Environment – Sewerage – Discharge – Secretary of state confirming compulsory purchase order without including “discharge proviso” proposed by appellant canal owner – Court dismissing appellant’s challenge to decision pursuant to section 23 of Acquisition of Land Act 1981– Whether absence of discharge proviso resulting in infringement of appellant’s property rights under European Convention on Human Rights – Appeal dismissed

The appellant owned the Manchester Ship Canal. The second respondent was the statutory sewerage undertaker. In 2021, the first respondent secretary of state confirmed a compulsory purchase order pursuant to section 155 of the Water Industry Act 1991 which was required to permit the second respondent to discharge “water, soil and effluent” from a new 1.16 kilometre pipe into the canal.

An inspector appointed by the first respondent had recommended that the CPO be confirmed with amendments because the evidence showed that the water quality in the canal would be improved by the scheme of works of which the new pipe was a part.

The appellant had proposed the inclusion of a “discharge proviso” in the CPO which mirrored statutory provisions in the 1991 Act and provided that the sewerage undertaker was not authorised to use the outfall in breach of any environmental regulation or so as to affect prejudicially the purity and quality of the water or injuriously affect the receiving water. The CPO was confirmed without including the discharge proviso.

The judge dismissed a challenge by the appellant pursuant to section 23 of the Acquisition of Land Act 1981: [2022] EWHC 3282 (Admin). The appellant appealed contending, amongst other things, that the absence of the discharge proviso meant that the CPO was an impermissible infringement of the appellant’s property rights under article 1 of the first protocol (A1P1) of the European Convention on Human Rights.
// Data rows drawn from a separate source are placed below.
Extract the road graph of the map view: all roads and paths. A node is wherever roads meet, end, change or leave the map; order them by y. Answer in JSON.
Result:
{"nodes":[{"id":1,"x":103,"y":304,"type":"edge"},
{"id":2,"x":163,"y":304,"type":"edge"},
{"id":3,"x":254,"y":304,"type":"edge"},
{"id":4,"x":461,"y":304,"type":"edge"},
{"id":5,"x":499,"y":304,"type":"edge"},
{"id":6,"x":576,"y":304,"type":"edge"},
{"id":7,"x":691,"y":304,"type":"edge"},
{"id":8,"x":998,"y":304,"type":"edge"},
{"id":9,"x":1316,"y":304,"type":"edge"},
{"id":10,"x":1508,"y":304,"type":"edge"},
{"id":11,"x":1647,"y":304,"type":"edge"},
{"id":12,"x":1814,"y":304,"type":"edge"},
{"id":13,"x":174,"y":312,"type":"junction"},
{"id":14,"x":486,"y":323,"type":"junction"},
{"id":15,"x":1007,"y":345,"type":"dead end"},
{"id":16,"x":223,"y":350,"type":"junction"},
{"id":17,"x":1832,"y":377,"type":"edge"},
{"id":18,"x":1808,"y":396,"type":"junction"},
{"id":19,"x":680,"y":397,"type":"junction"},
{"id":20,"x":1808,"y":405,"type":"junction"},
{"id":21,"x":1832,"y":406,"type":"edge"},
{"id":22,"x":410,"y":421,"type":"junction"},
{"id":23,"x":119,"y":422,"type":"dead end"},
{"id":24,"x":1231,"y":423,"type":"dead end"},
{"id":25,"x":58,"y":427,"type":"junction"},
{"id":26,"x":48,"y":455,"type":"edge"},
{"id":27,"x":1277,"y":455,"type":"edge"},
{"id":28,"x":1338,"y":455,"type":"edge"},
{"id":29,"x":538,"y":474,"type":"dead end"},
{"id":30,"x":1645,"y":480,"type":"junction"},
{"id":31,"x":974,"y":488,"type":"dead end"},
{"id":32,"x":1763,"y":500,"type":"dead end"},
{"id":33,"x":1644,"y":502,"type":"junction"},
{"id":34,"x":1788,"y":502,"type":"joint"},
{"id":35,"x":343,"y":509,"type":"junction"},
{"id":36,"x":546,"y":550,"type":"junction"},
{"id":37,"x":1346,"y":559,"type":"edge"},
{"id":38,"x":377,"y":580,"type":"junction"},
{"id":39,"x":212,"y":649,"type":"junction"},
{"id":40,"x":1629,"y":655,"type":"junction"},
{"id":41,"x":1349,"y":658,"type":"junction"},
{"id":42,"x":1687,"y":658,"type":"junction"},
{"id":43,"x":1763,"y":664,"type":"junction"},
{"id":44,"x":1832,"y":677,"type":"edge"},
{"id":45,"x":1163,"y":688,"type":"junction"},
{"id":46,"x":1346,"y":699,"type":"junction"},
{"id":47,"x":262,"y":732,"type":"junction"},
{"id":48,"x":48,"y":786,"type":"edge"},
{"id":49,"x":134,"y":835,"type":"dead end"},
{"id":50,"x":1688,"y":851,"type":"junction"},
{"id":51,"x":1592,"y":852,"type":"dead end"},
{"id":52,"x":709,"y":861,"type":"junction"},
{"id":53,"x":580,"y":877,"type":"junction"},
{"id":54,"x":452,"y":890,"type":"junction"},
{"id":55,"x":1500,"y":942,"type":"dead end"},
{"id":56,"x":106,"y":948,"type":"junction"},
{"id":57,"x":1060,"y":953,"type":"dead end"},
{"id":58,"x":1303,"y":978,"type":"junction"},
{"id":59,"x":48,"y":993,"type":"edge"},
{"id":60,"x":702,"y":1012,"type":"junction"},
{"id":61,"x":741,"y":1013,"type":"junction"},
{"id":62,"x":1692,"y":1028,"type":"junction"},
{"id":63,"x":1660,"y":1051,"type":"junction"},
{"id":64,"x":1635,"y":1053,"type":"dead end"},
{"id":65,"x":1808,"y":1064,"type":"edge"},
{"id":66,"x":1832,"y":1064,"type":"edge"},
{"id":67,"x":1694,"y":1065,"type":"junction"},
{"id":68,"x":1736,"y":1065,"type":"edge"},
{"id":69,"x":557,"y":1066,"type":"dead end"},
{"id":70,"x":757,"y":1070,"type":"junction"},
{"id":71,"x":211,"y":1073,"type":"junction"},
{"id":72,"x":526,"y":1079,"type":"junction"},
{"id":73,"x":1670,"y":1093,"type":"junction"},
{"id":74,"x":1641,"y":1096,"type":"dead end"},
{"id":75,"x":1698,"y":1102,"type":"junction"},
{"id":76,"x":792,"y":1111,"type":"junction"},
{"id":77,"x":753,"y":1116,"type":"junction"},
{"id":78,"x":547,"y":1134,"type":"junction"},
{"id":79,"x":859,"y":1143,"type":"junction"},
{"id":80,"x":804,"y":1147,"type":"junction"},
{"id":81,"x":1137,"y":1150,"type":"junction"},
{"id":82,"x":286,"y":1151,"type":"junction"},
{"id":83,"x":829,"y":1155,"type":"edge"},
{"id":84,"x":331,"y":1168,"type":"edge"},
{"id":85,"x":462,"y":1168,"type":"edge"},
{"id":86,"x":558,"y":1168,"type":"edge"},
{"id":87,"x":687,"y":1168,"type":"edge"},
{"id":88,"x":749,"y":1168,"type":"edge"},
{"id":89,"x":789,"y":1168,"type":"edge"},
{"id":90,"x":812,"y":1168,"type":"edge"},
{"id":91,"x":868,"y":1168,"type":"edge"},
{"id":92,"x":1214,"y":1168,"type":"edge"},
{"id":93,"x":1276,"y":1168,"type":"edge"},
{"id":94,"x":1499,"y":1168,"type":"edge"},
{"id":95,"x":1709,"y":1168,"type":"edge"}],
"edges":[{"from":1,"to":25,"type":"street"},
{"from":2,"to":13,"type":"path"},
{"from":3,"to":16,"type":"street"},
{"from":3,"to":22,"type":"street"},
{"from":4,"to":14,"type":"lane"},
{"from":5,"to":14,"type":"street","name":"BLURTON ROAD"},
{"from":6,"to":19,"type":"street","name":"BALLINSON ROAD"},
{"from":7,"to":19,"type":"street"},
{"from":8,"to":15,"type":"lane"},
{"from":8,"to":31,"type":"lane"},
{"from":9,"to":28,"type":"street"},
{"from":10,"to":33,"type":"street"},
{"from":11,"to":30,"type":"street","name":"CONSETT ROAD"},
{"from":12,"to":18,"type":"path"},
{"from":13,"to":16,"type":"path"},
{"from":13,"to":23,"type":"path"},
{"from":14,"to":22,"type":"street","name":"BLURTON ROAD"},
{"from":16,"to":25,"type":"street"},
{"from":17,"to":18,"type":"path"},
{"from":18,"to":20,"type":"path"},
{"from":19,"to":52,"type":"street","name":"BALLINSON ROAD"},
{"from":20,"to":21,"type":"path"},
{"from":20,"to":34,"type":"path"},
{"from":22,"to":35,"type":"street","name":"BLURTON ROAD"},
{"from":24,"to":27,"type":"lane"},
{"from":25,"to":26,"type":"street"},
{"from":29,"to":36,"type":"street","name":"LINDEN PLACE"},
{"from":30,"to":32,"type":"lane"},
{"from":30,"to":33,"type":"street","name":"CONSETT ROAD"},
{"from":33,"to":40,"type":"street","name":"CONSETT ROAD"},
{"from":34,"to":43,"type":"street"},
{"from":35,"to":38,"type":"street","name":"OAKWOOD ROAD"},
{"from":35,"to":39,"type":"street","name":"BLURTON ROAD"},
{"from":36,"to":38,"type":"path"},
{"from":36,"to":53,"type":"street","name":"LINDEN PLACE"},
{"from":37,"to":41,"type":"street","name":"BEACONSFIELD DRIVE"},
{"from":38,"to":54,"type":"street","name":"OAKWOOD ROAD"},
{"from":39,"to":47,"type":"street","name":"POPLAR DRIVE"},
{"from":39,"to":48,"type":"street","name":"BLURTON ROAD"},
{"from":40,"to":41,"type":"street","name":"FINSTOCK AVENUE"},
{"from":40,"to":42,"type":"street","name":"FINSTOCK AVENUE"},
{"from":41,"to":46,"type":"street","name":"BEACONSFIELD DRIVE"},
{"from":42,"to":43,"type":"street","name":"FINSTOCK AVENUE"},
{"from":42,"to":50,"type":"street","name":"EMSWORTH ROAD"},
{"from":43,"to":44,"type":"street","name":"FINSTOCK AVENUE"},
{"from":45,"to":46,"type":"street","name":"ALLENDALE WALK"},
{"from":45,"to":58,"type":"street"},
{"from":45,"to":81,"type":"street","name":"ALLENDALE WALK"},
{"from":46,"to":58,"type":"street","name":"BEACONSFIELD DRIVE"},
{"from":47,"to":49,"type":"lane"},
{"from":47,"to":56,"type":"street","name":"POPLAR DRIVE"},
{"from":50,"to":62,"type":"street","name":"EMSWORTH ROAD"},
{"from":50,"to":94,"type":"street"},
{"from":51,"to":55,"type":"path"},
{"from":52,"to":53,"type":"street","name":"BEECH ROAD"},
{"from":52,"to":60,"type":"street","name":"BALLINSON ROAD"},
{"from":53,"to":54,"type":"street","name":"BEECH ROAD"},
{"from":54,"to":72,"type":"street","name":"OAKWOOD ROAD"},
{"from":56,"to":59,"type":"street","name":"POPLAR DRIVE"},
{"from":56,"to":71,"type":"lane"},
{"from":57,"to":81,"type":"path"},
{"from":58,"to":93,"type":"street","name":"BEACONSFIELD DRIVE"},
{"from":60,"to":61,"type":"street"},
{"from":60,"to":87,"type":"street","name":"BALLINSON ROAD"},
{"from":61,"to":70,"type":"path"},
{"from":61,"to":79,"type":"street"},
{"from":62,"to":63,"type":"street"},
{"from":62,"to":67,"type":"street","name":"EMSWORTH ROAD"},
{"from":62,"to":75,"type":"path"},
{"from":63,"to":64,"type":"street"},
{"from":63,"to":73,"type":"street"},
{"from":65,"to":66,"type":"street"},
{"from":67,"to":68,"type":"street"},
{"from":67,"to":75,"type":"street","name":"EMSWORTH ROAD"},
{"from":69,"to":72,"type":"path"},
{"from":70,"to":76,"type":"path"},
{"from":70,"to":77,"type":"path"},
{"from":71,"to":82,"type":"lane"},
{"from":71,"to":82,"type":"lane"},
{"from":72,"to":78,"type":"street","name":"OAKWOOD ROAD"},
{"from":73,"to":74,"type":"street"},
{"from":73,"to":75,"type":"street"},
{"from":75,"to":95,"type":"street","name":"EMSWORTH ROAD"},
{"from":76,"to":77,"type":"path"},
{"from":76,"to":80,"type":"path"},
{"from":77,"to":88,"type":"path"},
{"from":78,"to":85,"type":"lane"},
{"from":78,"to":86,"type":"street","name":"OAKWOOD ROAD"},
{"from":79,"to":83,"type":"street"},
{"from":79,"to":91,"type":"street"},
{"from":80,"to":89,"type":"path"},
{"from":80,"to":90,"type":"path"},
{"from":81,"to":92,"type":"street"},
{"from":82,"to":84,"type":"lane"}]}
Held: The appeal was dismissed.

(1) It was common ground that the appellant owned the canal; that the making of the CPO constituted an interference with the possession of the canal by permitting the second respondent to discharge from the new pipe into the canal; and that the CPO should be confirmed. The only issue was whether it should be confirmed with the discharge proviso.

The interference with the appellant’s property rights in permitting the discharge into the canal complied with the principle of lawfulness, because the CPO without the discharge proviso was made under the relevant legislation set out in the 1991 Act. The making of the CPO without the discharge proviso pursued the legitimate aim of improving environmental standards generally and the water quality in the canal.

Accordingly, on the evidence, the inspector was entitled to find that the grant of the CPO without the discharge proviso was necessary. 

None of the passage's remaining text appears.